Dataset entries
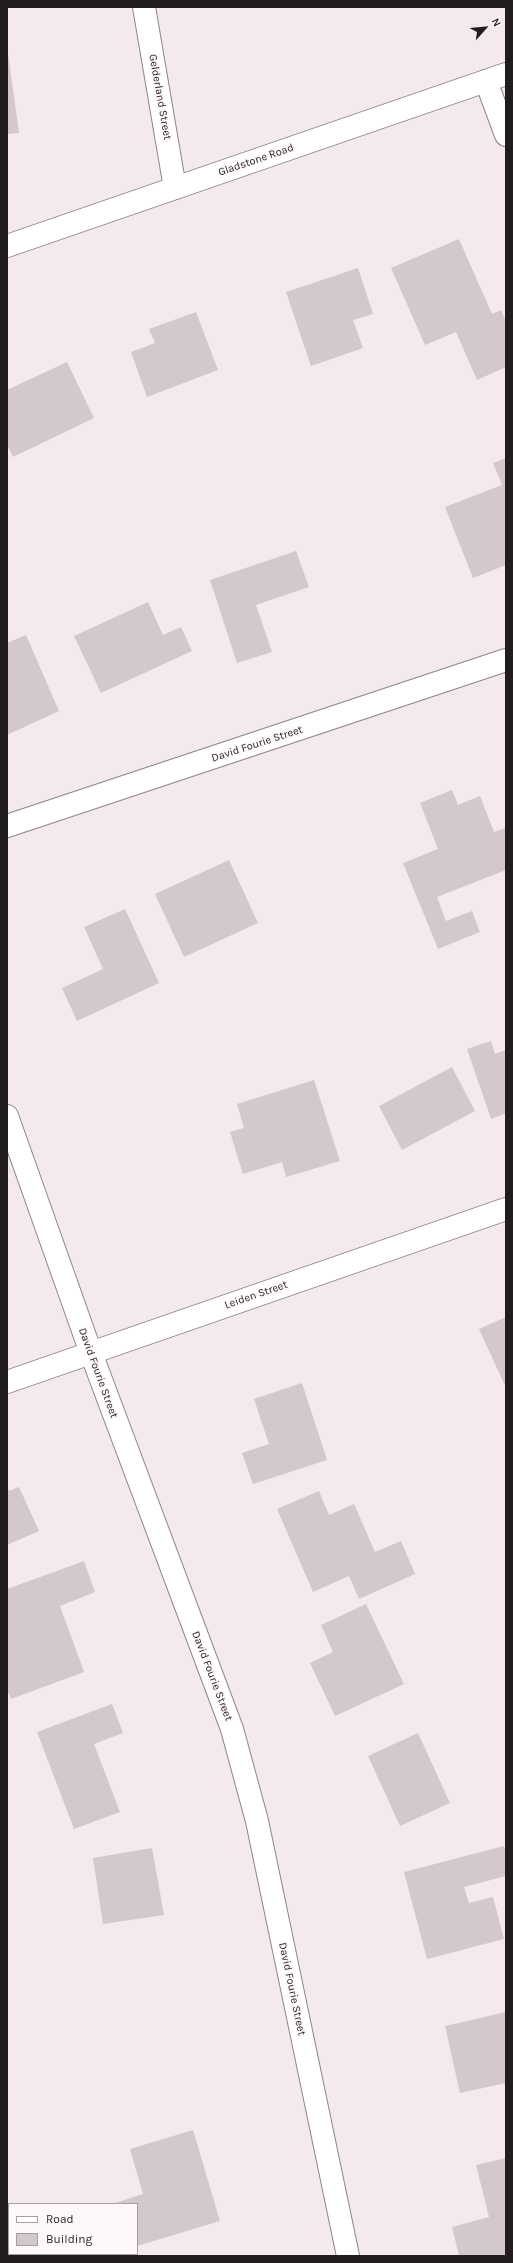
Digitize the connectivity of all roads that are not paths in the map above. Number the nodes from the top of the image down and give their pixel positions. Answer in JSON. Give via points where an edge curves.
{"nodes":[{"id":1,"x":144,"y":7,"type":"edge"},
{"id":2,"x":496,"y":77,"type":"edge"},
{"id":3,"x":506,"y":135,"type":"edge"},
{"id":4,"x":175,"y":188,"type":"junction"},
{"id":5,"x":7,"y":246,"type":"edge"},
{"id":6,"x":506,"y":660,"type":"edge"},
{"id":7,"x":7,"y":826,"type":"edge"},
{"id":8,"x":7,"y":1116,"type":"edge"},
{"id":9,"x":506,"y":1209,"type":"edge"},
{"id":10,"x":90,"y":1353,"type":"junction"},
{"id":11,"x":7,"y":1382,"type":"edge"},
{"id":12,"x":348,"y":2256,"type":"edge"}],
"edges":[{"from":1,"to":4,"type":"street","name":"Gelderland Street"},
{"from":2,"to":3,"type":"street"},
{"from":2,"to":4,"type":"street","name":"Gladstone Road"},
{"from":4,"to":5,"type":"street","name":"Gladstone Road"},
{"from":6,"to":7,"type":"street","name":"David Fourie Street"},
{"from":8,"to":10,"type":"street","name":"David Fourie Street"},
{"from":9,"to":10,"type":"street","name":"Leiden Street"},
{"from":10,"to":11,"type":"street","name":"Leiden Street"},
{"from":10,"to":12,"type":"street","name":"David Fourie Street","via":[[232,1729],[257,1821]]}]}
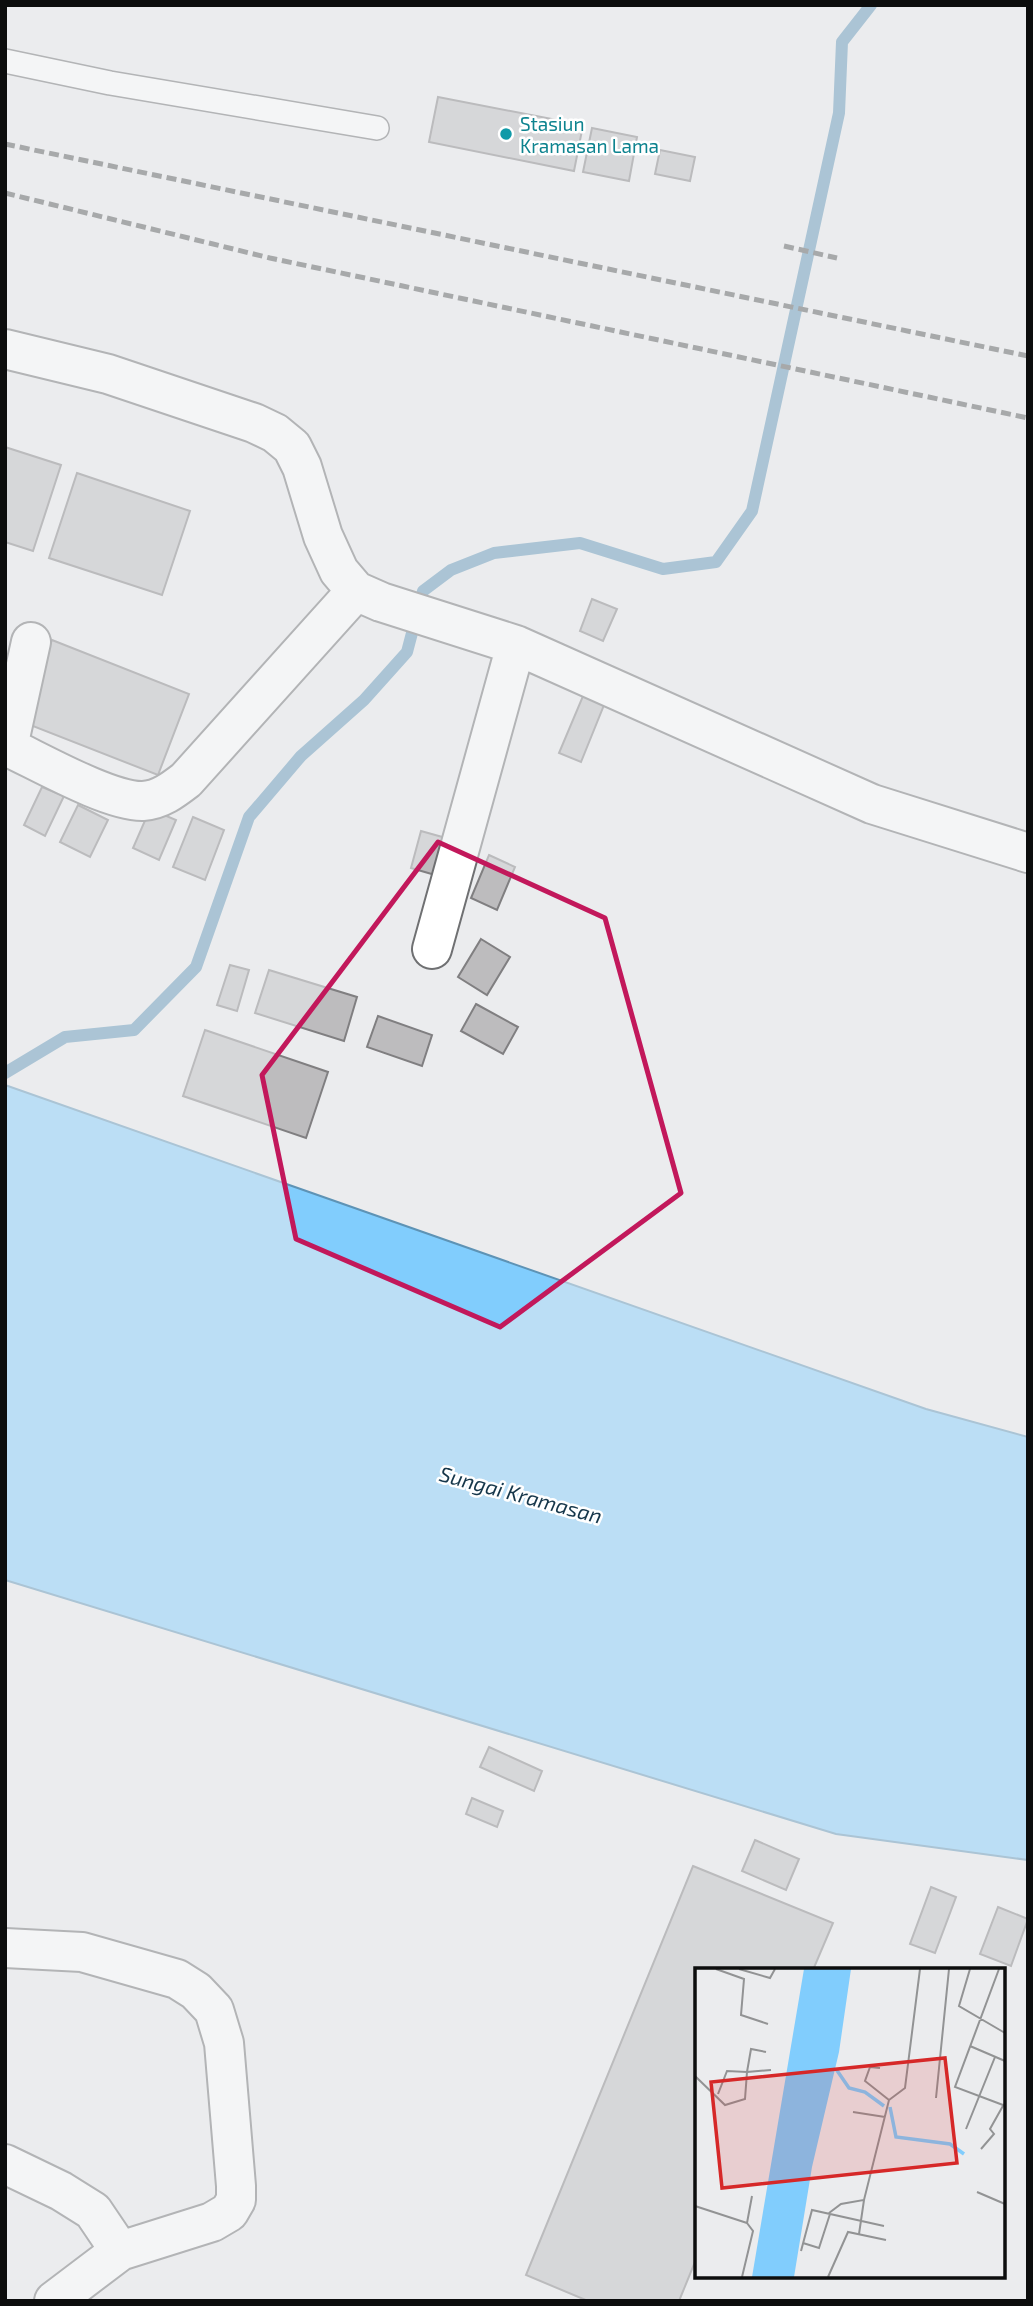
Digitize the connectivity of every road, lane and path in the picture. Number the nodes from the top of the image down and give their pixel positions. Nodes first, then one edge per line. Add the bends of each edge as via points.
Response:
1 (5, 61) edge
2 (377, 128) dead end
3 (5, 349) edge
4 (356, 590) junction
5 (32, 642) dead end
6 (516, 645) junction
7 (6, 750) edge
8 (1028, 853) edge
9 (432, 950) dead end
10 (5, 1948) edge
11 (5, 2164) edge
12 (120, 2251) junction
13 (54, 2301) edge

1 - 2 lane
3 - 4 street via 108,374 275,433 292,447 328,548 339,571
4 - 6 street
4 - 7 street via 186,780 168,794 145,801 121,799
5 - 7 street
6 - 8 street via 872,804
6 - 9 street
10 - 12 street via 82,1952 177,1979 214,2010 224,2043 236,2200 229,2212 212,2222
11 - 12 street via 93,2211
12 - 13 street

§ **WHAT THE TASK ASKS**
Transcribe exactly and only the lines from the top of the records through the line containing "Digitize the connectivity of every", inclusive, and do not copy the pictures.

§ **OUTPUT OF THE TASK**
Digitize the connectivity of all roads that are not paths in the map above. Number the nodes from the top of the image down and give their pixel positions. Answer in JSON. Give via points where an edge curves.
{"nodes":[{"id":1,"x":144,"y":7,"type":"edge"},
{"id":2,"x":496,"y":77,"type":"edge"},
{"id":3,"x":506,"y":135,"type":"edge"},
{"id":4,"x":175,"y":188,"type":"junction"},
{"id":5,"x":7,"y":246,"type":"edge"},
{"id":6,"x":506,"y":660,"type":"edge"},
{"id":7,"x":7,"y":826,"type":"edge"},
{"id":8,"x":7,"y":1116,"type":"edge"},
{"id":9,"x":506,"y":1209,"type":"edge"},
{"id":10,"x":90,"y":1353,"type":"junction"},
{"id":11,"x":7,"y":1382,"type":"edge"},
{"id":12,"x":348,"y":2256,"type":"edge"}],
"edges":[{"from":1,"to":4,"type":"street","name":"Gelderland Street"},
{"from":2,"to":3,"type":"street"},
{"from":2,"to":4,"type":"street","name":"Gladstone Road"},
{"from":4,"to":5,"type":"street","name":"Gladstone Road"},
{"from":6,"to":7,"type":"street","name":"David Fourie Street"},
{"from":8,"to":10,"type":"street","name":"David Fourie Street"},
{"from":9,"to":10,"type":"street","name":"Leiden Street"},
{"from":10,"to":11,"type":"street","name":"Leiden Street"},
{"from":10,"to":12,"type":"street","name":"David Fourie Street","via":[[232,1729],[257,1821]]}]}
Digitize the connectivity of every road, lane and path in the picture. Number the nodes from the top of the image down and give their pixel positions. Nodes first, then one edge per line. Add the bends of each edge as via points.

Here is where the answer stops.